Work task:
Lines in the listing below containing the string "Drive" are to be identified and copied.

Provided records:
=== Begin Enclosure ===

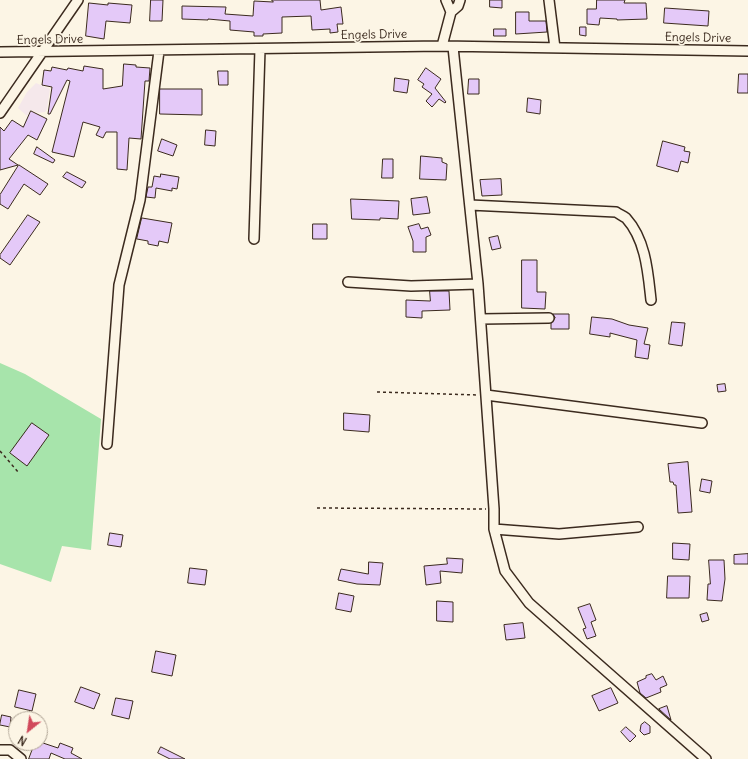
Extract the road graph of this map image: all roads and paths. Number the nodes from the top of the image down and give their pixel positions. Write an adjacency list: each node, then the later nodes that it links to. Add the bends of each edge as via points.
1 (78, 0): 13 (street)
2 (446, 0): 5 (street)
3 (460, 0): 5 (street)
4 (548, 0): 8 (street)
5 (451, 12): 6 (street)
6 (442, 46): 7 (street, Engels Drive); 9 (street, Engels Drive)
7 (453, 46): 8 (street, Engels Drive); 15 (street)
8 (555, 48): 11 (street, Engels Drive)
9 (260, 49): 10 (street, Engels Drive); 16 (street)
10 (159, 51): 13 (street, Engels Drive); 25 (street, via 140,200 119,285)
11 (748, 51)
12 (0, 52): 13 (street, Engels Drive)
13 (42, 53): 14 (street)
14 (0, 113)
15 (470, 205): 18 (street); 19 (street, via 616,212 626,218 638,235 647,265)
16 (254, 239)
17 (348, 282): 18 (street, via 411,286)
18 (478, 284): 21 (street)
19 (651, 300)
20 (549, 318): 21 (street)
21 (481, 319): 23 (street)
22 (377, 392): 23 (path)
23 (486, 395): 24 (street); 29 (street)
24 (702, 423)
25 (107, 444)
26 (0, 451): 27 (path)
27 (19, 473)
28 (317, 508): 29 (path)
29 (494, 509): 31 (street)
30 (638, 527): 31 (street, via 559,534)
31 (494, 529): 34 (street, via 505,571 529,603)
32 (0, 750): 33 (street, via 10,750)
33 (20, 759)
34 (706, 759)

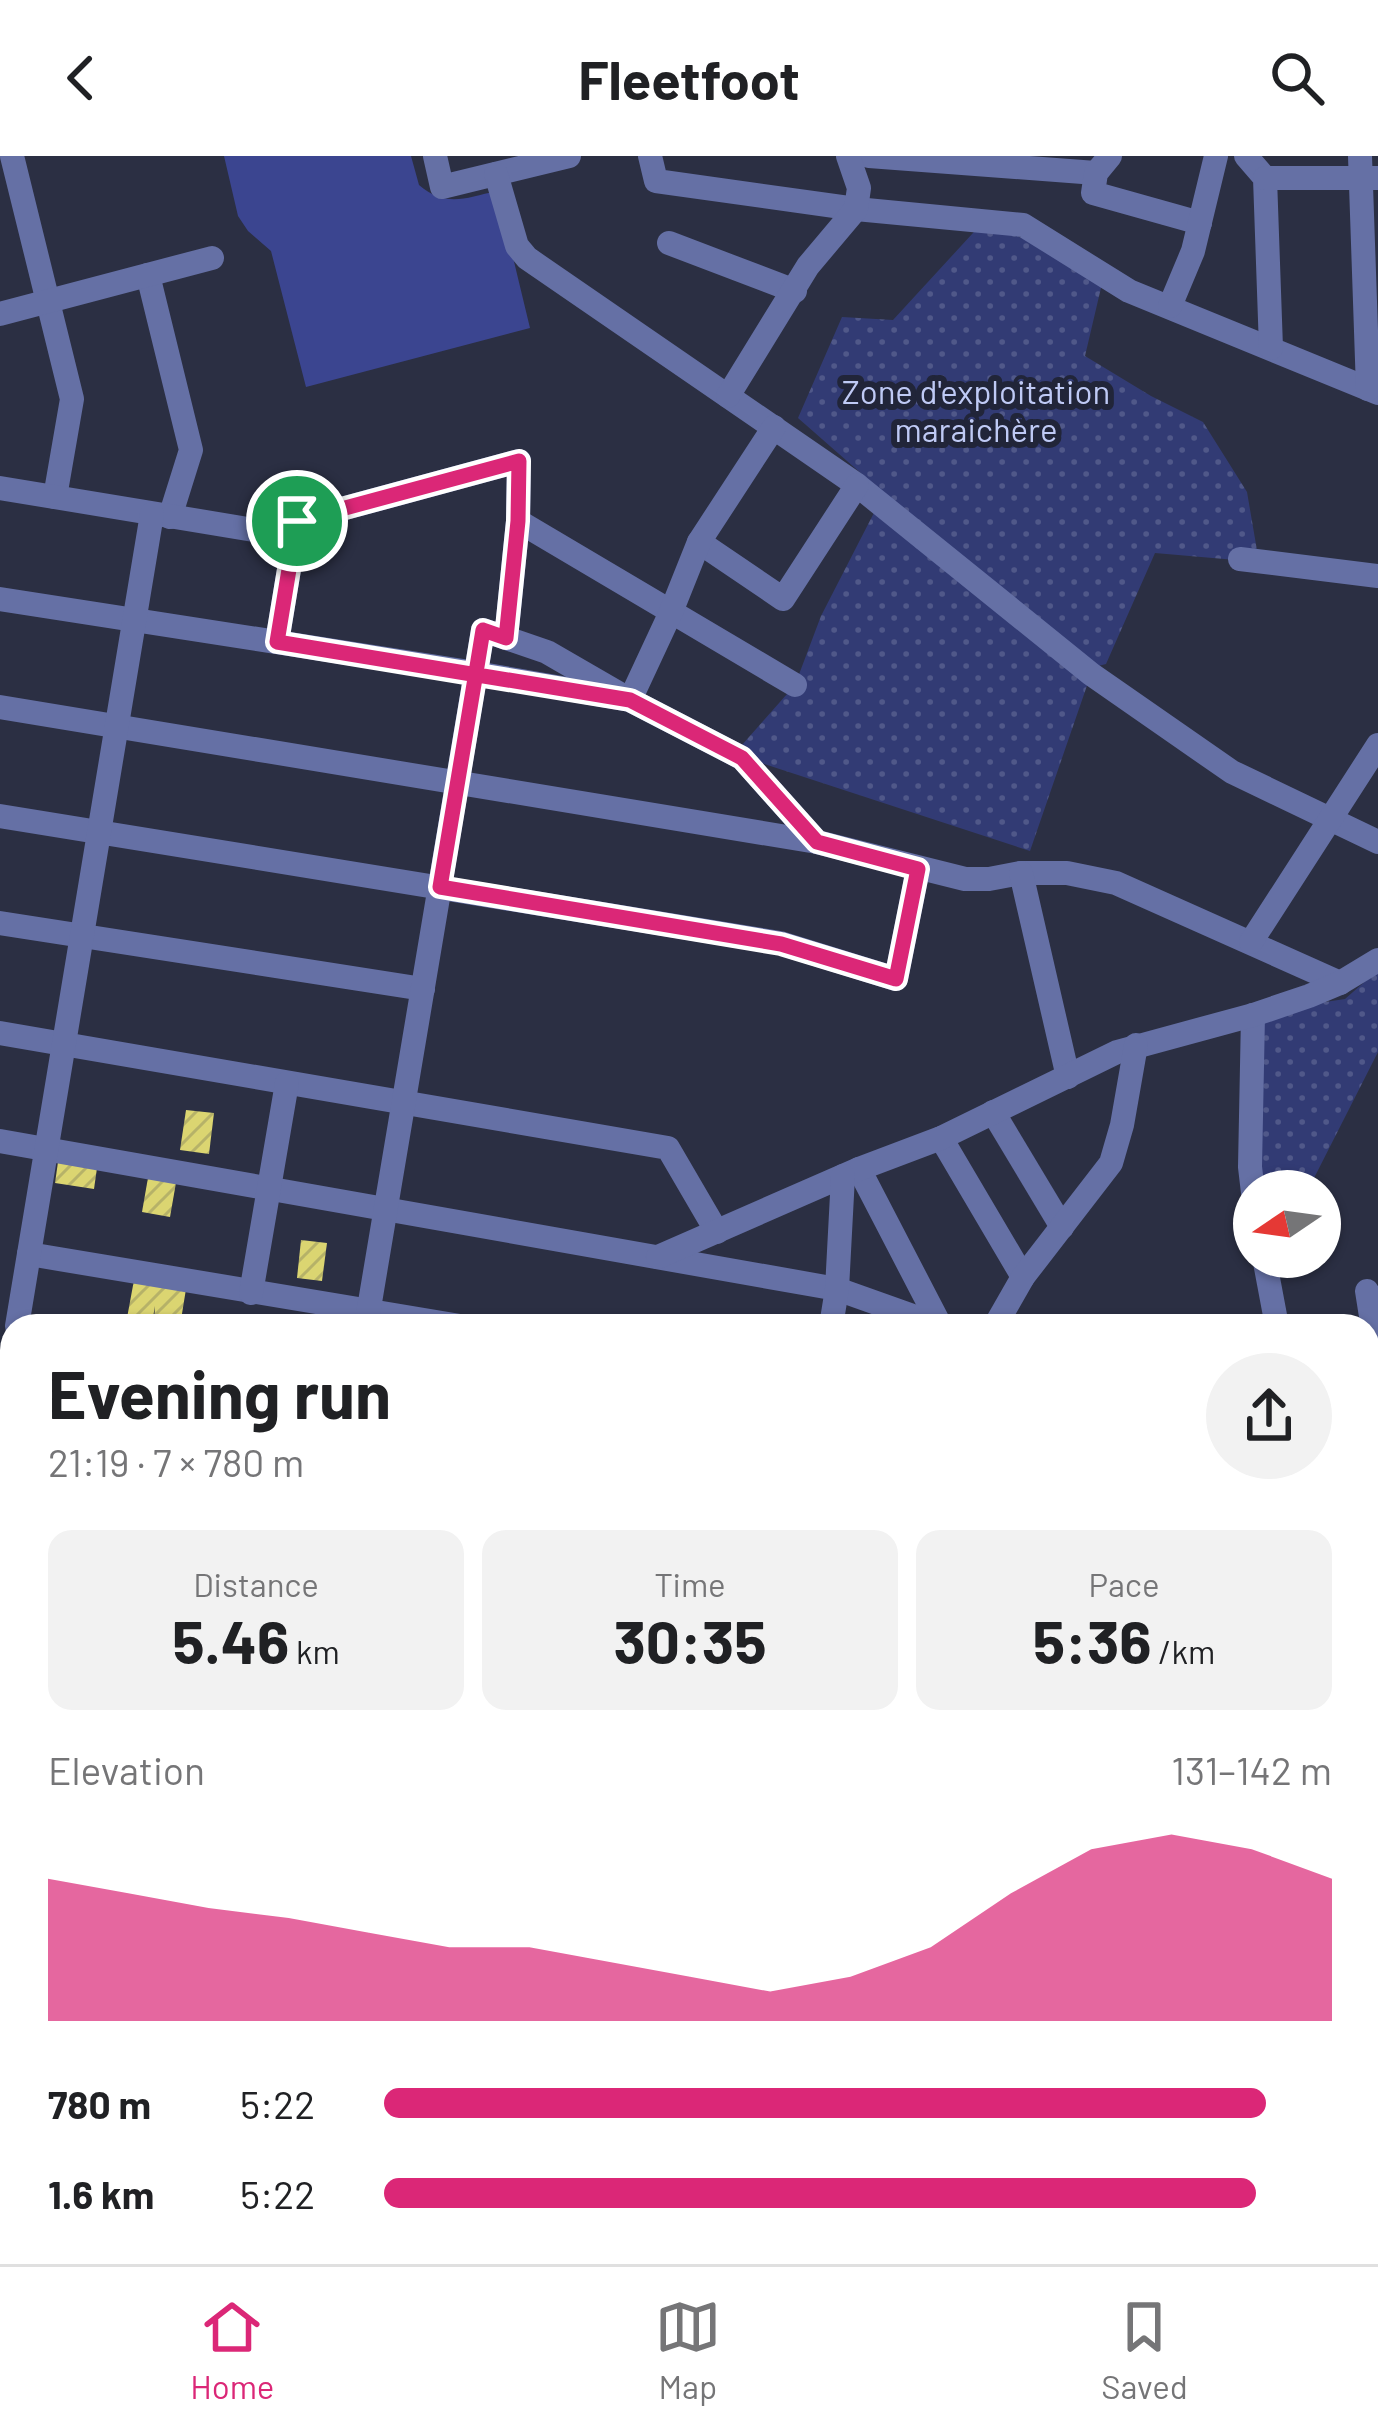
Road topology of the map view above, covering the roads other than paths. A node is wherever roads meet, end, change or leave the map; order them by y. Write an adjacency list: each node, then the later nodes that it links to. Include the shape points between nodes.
1 (12, 156): 19 (street)
2 (434, 156): 11 (street, via 442,187)
3 (569, 156): 11 (street)
4 (650, 156): 13 (street, via 656,181)
5 (848, 156): 13 (street, via 859,188)
6 (869, 156): 9 (street)
7 (1216, 156): 14 (street)
8 (1246, 156): 12 (street)
9 (1103, 165): 14 (street, via 1093,193)
10 (1366, 170): 12 (street); 23 (street)
11 (496, 174): 24 (street, via 527,258)
12 (1265, 178): 22 (street)
13 (856, 209): 18 (street); 20 (street, via 1022,225 1129,291)
14 (1199, 223): 20 (street)
15 (669, 243): 18 (street)
16 (212, 258): 17 (street)
17 (148, 275): 19 (street); 29 (street, via 191,449)
18 (795, 291): 24 (street)
19 (48, 302): 21 (street); 28 (street, via 72,399)
20 (1170, 306): 22 (street)
21 (0, 314)
22 (1271, 348): 23 (street)
23 (1373, 391)
24 (728, 396): 25 (street)
25 (774, 427): 26 (street); 32 (street)
26 (857, 485): 32 (street, via 783,599); 48 (street, via 1091,674 1232,772)
27 (0, 488): 28 (street)
28 (55, 497): 29 (street)
29 (161, 515): 30 (street, via 260,531); 37 (street)
30 (297, 521): 31 (street, via 519,461); 39 (street)
31 (518, 521): 36 (street); 38 (street)
32 (699, 542): 36 (street)
33 (1240, 559): 34 (street)
34 (1378, 576)
35 (0, 599): 37 (street)
36 (671, 612): 41 (street); 42 (street)
37 (134, 620): 39 (street); 44 (street)
38 (506, 638): 40 (street, via 483,630); 42 (street)
39 (277, 642): 40 (street)
40 (476, 673): 42 (street); 46 (street)
41 (795, 686)
42 (630, 700): 50 (street, via 742,758)
43 (0, 706): 44 (street)
44 (116, 726): 46 (street); 49 (street)
45 (1378, 745): 48 (street)
46 (458, 783): 50 (street); 54 (street)
47 (0, 816): 49 (street)
48 (1330, 819): 51 (street); 57 (street)
49 (99, 832): 54 (street); 56 (street)
50 (817, 842): 52 (street)
51 (1378, 842)
52 (918, 869): 53 (street, via 977,880); 54 (street, via 896,979 781,944)
53 (1021, 873): 57 (street, via 1116,883); 65 (street)
54 (440, 887): 60 (street)
55 (0, 923): 56 (street)
56 (82, 936): 60 (street); 63 (street)
57 (1251, 942): 59 (street)
58 (1378, 960): 59 (street)
59 (1340, 983): 61 (street)
60 (422, 989): 67 (street)
61 (1253, 1016): 64 (street); 72 (street)
62 (0, 1033): 63 (street)
63 (63, 1045): 66 (street); 71 (street)
64 (1136, 1045): 65 (street); 76 (street, via 1111,1163)
65 (1068, 1077): 68 (street)
66 (287, 1083): 67 (street); 74 (street)
67 (404, 1103): 75 (street); 77 (street, via 668,1148)
68 (994, 1112): 69 (street); 76 (street)
69 (941, 1138): 73 (street); 80 (street)
70 (0, 1141): 71 (street)
71 (46, 1149): 74 (street); 78 (street)
72 (1250, 1170)
73 (851, 1173): 77 (street); 82 (street); 90 (street)
74 (268, 1188): 75 (street); 84 (street)
75 (386, 1209): 79 (street); 87 (street)
76 (1062, 1227): 80 (street)
77 (717, 1232): 79 (street)
78 (29, 1254): 84 (street); 85 (street)
79 (658, 1257): 82 (street)
80 (1023, 1277): 91 (street)
81 (1268, 1278): 92 (street)
82 (837, 1289): 88 (street); 89 (street)
83 (1367, 1291): 93 (street)
84 (251, 1293): 86 (street)
85 (19, 1314)
86 (348, 1314)
87 (368, 1314)
88 (833, 1314)
89 (909, 1314)
90 (934, 1314)
91 (1001, 1314)
92 (1274, 1314)
93 (1371, 1314)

=== End Enclosure ===

Answer to the exercise:
6 (442, 46): 7 (street, Engels Drive); 9 (street, Engels Drive)
7 (453, 46): 8 (street, Engels Drive); 15 (street)
8 (555, 48): 11 (street, Engels Drive)
9 (260, 49): 10 (street, Engels Drive); 16 (street)
10 (159, 51): 13 (street, Engels Drive); 25 (street, via 140,200 119,285)
12 (0, 52): 13 (street, Engels Drive)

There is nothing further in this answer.